The waiter who brought the couple at table seven their spicy bean curd, cold sesame noodles, and shrimp with black bean sauce couldn't help but overhear a few snippets of conversation, and it was some of the most interesting eavesdropping he'd done all day. As far as he could tell, the pretty redhead and the studious-looking young man who seemed so in love were both botanists who took great pride in their work; they kept referring to "the business," and mentioning organic compounds, genetic modifications, that sort of thing. Probably some sort of project for the government, they got a lot of those here. He still remembered the African American fellow with the calm voice who had spent an entire meal on his cell phone asking the strangest questions about airplane landings and sonar.
I was only after he had delivered the fortune cookies that he noticed the couple had gotten a little quieter, like maybe something had gone wrong with one of their projects. He went to deal with the frazzled-looking police officer commissioner the heavy mustache in thee corner (wait, hadn't the news said he died a while back . . . ?), giving the couple some privacy.
"Jonathan," Ivy had started; she had to admit it had been a nice lunch, but it was time to set the record straight so they could both move on. But somehow, her mouth disagreed with her mind, and she found herself speaking very fast, before her mind could catch up with what she was saying, "I know I'm a mad eco-terrorist with a track record that always seems to end in my lovers' getting arrested or some similar fiasco, but you're the only person I've ever met who was really like me, and I . . . I like that, so all I'm asking is that you give this craziness and me and all of it a chance. That's all I'm asking of you." Ivy wouldn't have believed she said it if she hadn't heard it herself, but there it was.

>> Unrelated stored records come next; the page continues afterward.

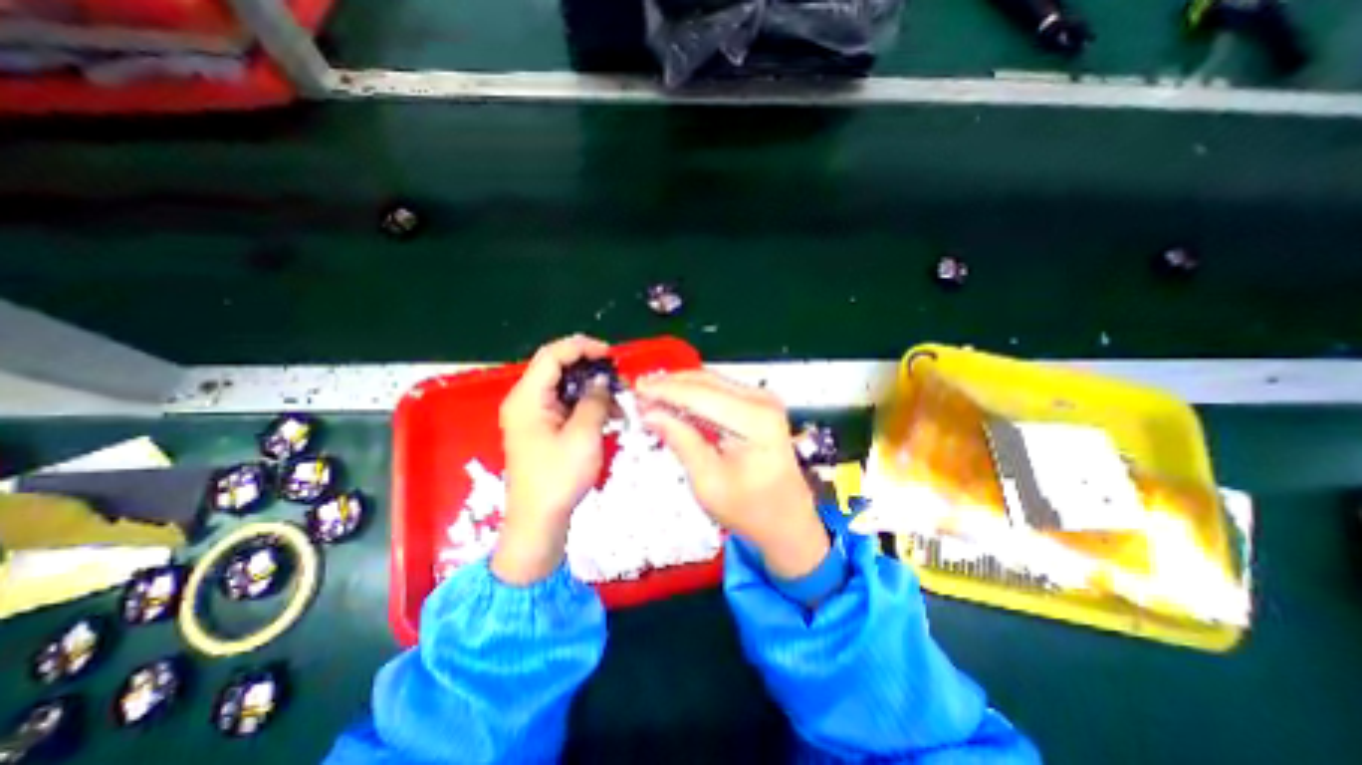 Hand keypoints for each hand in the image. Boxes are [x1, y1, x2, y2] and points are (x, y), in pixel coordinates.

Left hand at [492, 333, 614, 584]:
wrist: (538, 521)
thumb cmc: (558, 478)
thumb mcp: (583, 435)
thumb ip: (594, 400)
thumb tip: (602, 380)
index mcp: (527, 398)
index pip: (552, 355)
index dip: (582, 347)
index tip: (610, 355)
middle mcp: (525, 400)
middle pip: (556, 367)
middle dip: (588, 366)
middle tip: (617, 375)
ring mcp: (532, 415)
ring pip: (563, 385)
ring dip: (590, 385)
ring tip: (617, 395)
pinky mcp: (541, 428)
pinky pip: (564, 403)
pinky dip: (585, 402)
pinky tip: (606, 412)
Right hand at [640, 371, 829, 579]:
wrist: (787, 520)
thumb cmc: (750, 510)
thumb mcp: (708, 481)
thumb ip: (680, 440)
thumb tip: (649, 412)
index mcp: (755, 420)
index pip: (700, 394)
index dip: (664, 390)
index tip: (635, 389)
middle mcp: (762, 400)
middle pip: (706, 381)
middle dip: (669, 384)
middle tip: (638, 391)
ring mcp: (763, 399)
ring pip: (711, 381)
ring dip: (680, 387)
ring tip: (651, 395)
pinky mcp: (759, 404)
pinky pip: (719, 390)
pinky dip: (694, 394)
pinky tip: (675, 401) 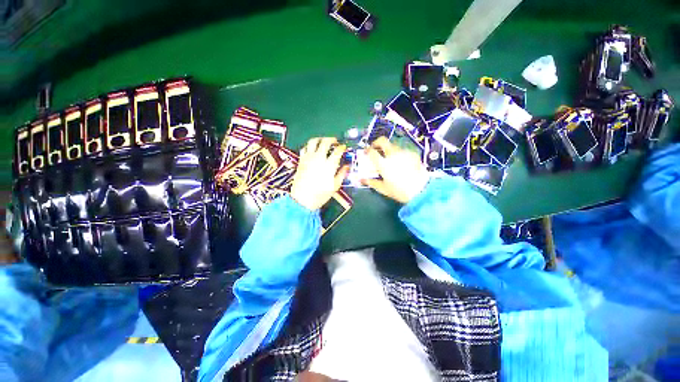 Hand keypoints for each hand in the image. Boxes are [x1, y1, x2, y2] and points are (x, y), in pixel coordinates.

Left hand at [291, 137, 349, 210]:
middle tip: (335, 142)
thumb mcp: (334, 186)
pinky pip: (304, 148)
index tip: (344, 148)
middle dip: (332, 140)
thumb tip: (347, 167)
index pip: (337, 151)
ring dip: (320, 139)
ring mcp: (308, 158)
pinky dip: (309, 146)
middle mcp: (318, 158)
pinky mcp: (301, 160)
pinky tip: (313, 150)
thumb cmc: (320, 195)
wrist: (302, 200)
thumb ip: (341, 174)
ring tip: (323, 141)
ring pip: (313, 141)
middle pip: (325, 142)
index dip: (342, 148)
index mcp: (329, 165)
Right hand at [362, 137, 429, 203]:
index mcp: (383, 163)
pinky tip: (400, 162)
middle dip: (376, 143)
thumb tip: (361, 179)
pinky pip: (402, 150)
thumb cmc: (400, 191)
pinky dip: (398, 154)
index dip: (367, 150)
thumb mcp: (383, 188)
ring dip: (387, 149)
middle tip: (375, 149)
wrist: (421, 190)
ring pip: (393, 145)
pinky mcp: (412, 154)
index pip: (372, 151)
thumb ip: (371, 182)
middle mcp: (393, 154)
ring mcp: (404, 152)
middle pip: (382, 140)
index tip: (366, 153)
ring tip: (388, 158)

"I can do that," Dr. Jonathan Crane blurted out. As with Ivy, he spoke long before he realized what he was saying, although he knew he felt very strange. A lesser man might have called the emotion fear, but Dr. Jonathan Crane understood fear well enough to realize that this was something different. "I mean, I know I'm a slightly . . . unconventional scientist, who thinks about fear more than anyone should, and who can be shy and awkward besides, but I can do that."

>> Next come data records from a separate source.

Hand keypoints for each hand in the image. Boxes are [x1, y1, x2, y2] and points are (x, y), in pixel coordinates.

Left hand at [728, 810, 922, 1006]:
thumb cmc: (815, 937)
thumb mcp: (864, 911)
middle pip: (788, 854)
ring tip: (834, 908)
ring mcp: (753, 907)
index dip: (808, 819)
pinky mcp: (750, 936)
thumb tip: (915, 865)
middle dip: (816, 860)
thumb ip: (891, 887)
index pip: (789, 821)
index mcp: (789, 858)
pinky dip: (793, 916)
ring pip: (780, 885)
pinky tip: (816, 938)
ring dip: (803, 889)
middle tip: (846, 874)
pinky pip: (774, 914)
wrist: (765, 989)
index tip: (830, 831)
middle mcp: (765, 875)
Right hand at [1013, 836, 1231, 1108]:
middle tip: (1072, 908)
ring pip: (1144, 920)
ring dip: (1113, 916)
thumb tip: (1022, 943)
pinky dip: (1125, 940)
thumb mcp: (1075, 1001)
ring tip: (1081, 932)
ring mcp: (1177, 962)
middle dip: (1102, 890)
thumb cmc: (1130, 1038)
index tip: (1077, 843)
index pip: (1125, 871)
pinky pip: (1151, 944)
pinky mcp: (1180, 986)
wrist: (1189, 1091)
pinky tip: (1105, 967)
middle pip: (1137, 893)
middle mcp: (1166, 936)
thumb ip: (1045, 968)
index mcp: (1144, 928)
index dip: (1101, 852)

Neither of them were the type who favored sweeping emotional gestures, so he simply took her hand in his and squeezed it once, very gently, and for them, for now, it was more than enough.
As Ivy shifted her tiny, fuel-efficient car into gear, she pulled out her cell and dialed Kitty's apartment, where her two best friends were dutifully waiting for a full report on her lunch, once again proving that sometimes your best friends know you better than you know yourself. As soon as they had both picked up a line, Ivy sighed and said, "Kitty, you owe Harley five bucks."
After the initial responses (Kitty asking, "How did you know about our bet?" and Harley squealing "Yay! Money!"), what Ivy said sunk in. You could feel Harley's smile over the phone as she said, "I knew it was gonna happen eventually. I knew it."
"I didn't," said Kitty, laughing. "But Ivy, if I know you, and I do, you're still a little shell-shocked, but once you get over that, remember that I'm so happy for you!"
"Thanks," said the, as predicted, shell-shocked Ivy. "I'm actually on my way over, we need to rehash the whole lunch, I'm afraid."
After they had both assured her that if she didn't come over to discuss, they'd come after her with every weapon in their personal stashes, Ivy hung up and sighed again. Because, to her great annoyance, it had actually happened. She had, against her will, fallen in love.